1er CONJURÉ—Oui, deux des nôtres sont à New York, organisant des comités de secours. Le No. 36 est parti pour Washington pour s'aboucher avec les autorités. Le No. 17 m'écrit de Burlington qu'une grande quantité d'armes doit lui être envoyée d'Albany, et qu'il se prépare à nous les faire tenir au premier signal d'insurrection. Enfin toutes les sympathies du peuple américain sont pour nous, et nul doute qu'on nous fournira autant d'armes et de munitions que nous en aurons besoin.
LES CONJURÉS—Bravo!
CARDINAL, consultant ses notes—Le No. 20 est-il revenu de Québec?

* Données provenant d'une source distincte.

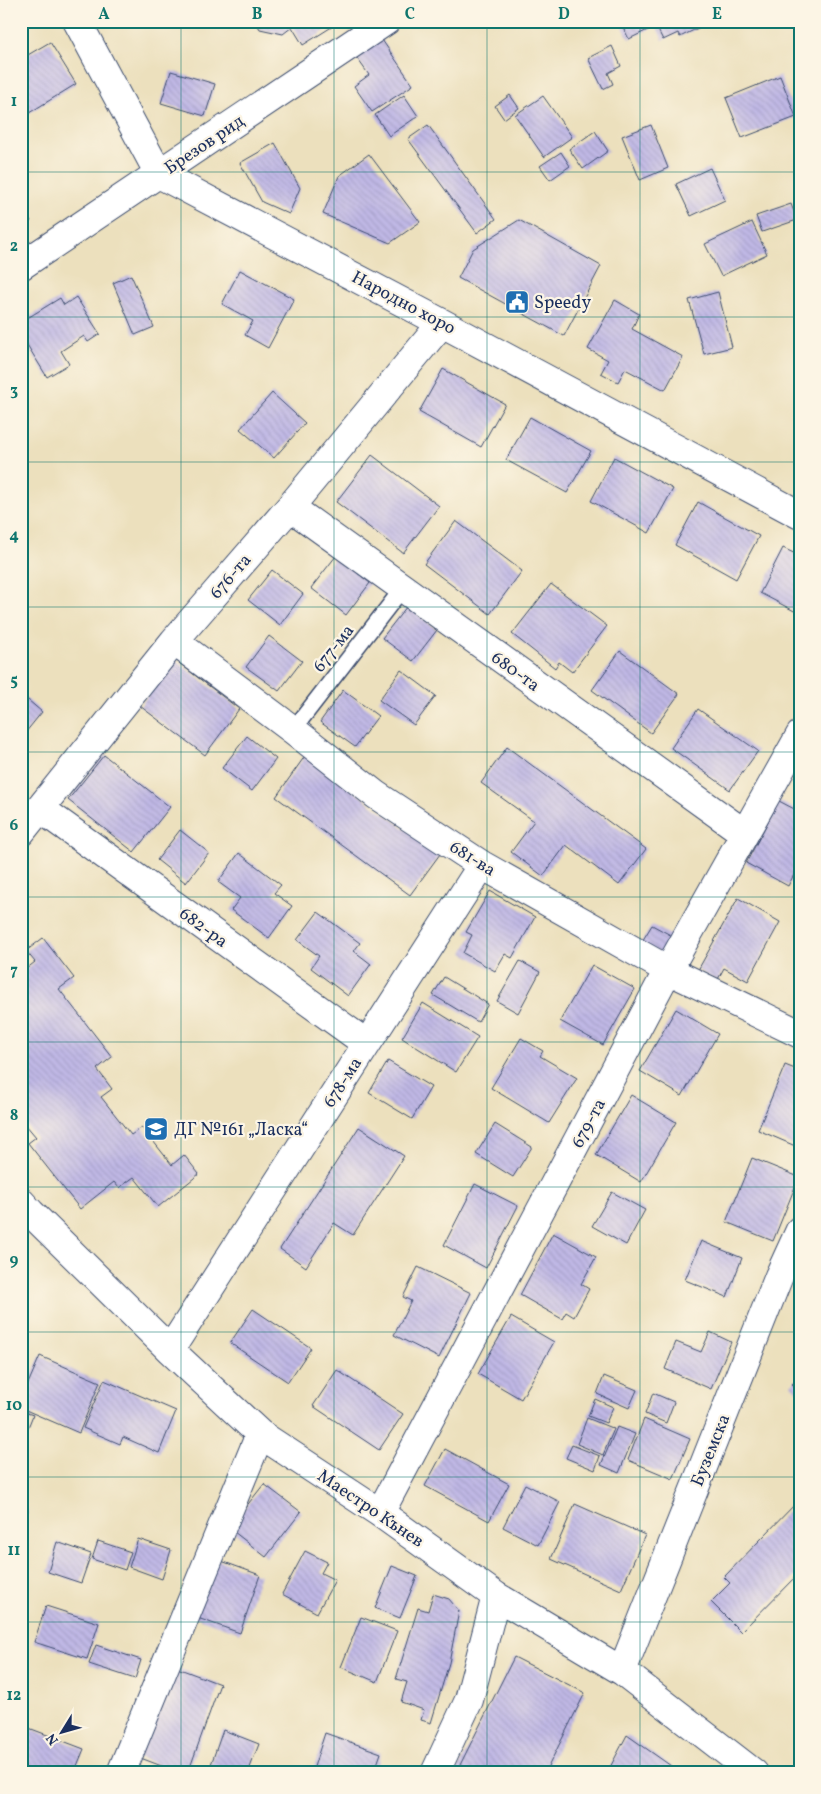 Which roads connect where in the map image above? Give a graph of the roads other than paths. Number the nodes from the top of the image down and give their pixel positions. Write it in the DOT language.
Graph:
graph roads {
  1 [pos="77,21"];
  2 [pos="386,21"];
  3 [pos="159,174"];
  4 [pos="21,266"];
  5 [pos="442,323"];
  6 [pos="290,507"];
  7 [pos="800,516"];
  8 [pos="402,589"];
  9 [pos="174,641"];
  10 [pos="293,730"];
  11 [pos="800,735"];
  12 [pos="41,809"];
  13 [pos="21,832"];
  14 [pos="744,833"];
  15 [pos="482,865"];
  16 [pos="668,970"];
  17 [pos="800,1034"];
  18 [pos="367,1044"];
  19 [pos="24,1217"];
  20 [pos="800,1230"];
  21 [pos="170,1350"];
  22 [pos="260,1434"];
  23 [pos="380,1513"];
  24 [pos="496,1596"];
  25 [pos="622,1671"];
  26 [pos="121,1773"];
  27 [pos="435,1773"];
  28 [pos="754,1773"];
  1 -- 3 [label="street"];
  2 -- 3 [label="street, Брезов рид"];
  3 -- 4 [label="street, Брезов рид"];
  3 -- 5 [label="street, Народно хоро"];
  5 -- 6 [label="street, 676-та"];
  5 -- 7 [label="street, Народно хоро"];
  6 -- 8 [label="street, 680-та"];
  6 -- 9 [label="street, 676-та"];
  8 -- 10 [label="lane, 677-ма"];
  8 -- 14 [label="street, 680-та"];
  9 -- 10 [label="street, 681-ва"];
  9 -- 12 [label="street, 676-та"];
  10 -- 15 [label="street, 681-ва"];
  11 -- 14 [label="street, 679-та"];
  12 -- 13 [label="street, 676-та"];
  12 -- 18 [label="street, 682-ра"];
  14 -- 16 [label="street, 679-та"];
  15 -- 16 [label="street, 681-ва"];
  15 -- 18 [label="street, 678-ма"];
  16 -- 17 [label="street, 681-ва"];
  16 -- 23 [label="street, 679-та"];
  18 -- 21 [label="street, 678-ма"];
  19 -- 21 [label="street, Маестро Кънев"];
  20 -- 25 [label="street, Буземска"];
  21 -- 22 [label="street, Маестро Кънев"];
  22 -- 23 [label="street, Маестро Кънев"];
  22 -- 26 [label="street"];
  23 -- 24 [label="street, Маестро Кънев"];
  24 -- 25 [label="street, Маестро Кънев"];
  24 -- 27 [label="street"];
  25 -- 28 [label="street, Маестро Кънев"];
}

2ème CONJURÉ—Me voici. J'ai assisté à l'assemblée des Frères samedi. Je suis d'opinion que nous ne pouvons rien tenter à Québec pour le moment. À part quelques jeunes gens enthousiastes et dévoués, la population toute entière croupit dans une apathie déplorable. L'avis général est qu'à moins d'un mouvement sérieux dans tous les pays, il ne faut pas compter sur Québec.
CARDINAL—C'est à peu près ce qu'on m'a déjà rapporté. Et
Trois-Rivières?
2ème CONJURÉ—J'y suis arrêté. La population est encore plus nulle qu'à Québec. Impossible de la remuer. Il existe cependant une organisation assez active chez un petit nombre de patriotes zélés qui s'entendent avec les Fidèles de Nicolet. Ils ont appris par leurs affiliés de Québec que le gouvernement devait faire transporter à Montréal une quantité considérable d'armes et de munitions, et ils ont conçu le dessein de s'en emparer par un coup de main hardi. Mais comme ils ne veulent pas agir inconsidérément et surtout prématurément, ils attendent nos instructions.
1er CONJURÉ—C'est une idée superbe, il nous faut ces armes à tout prix!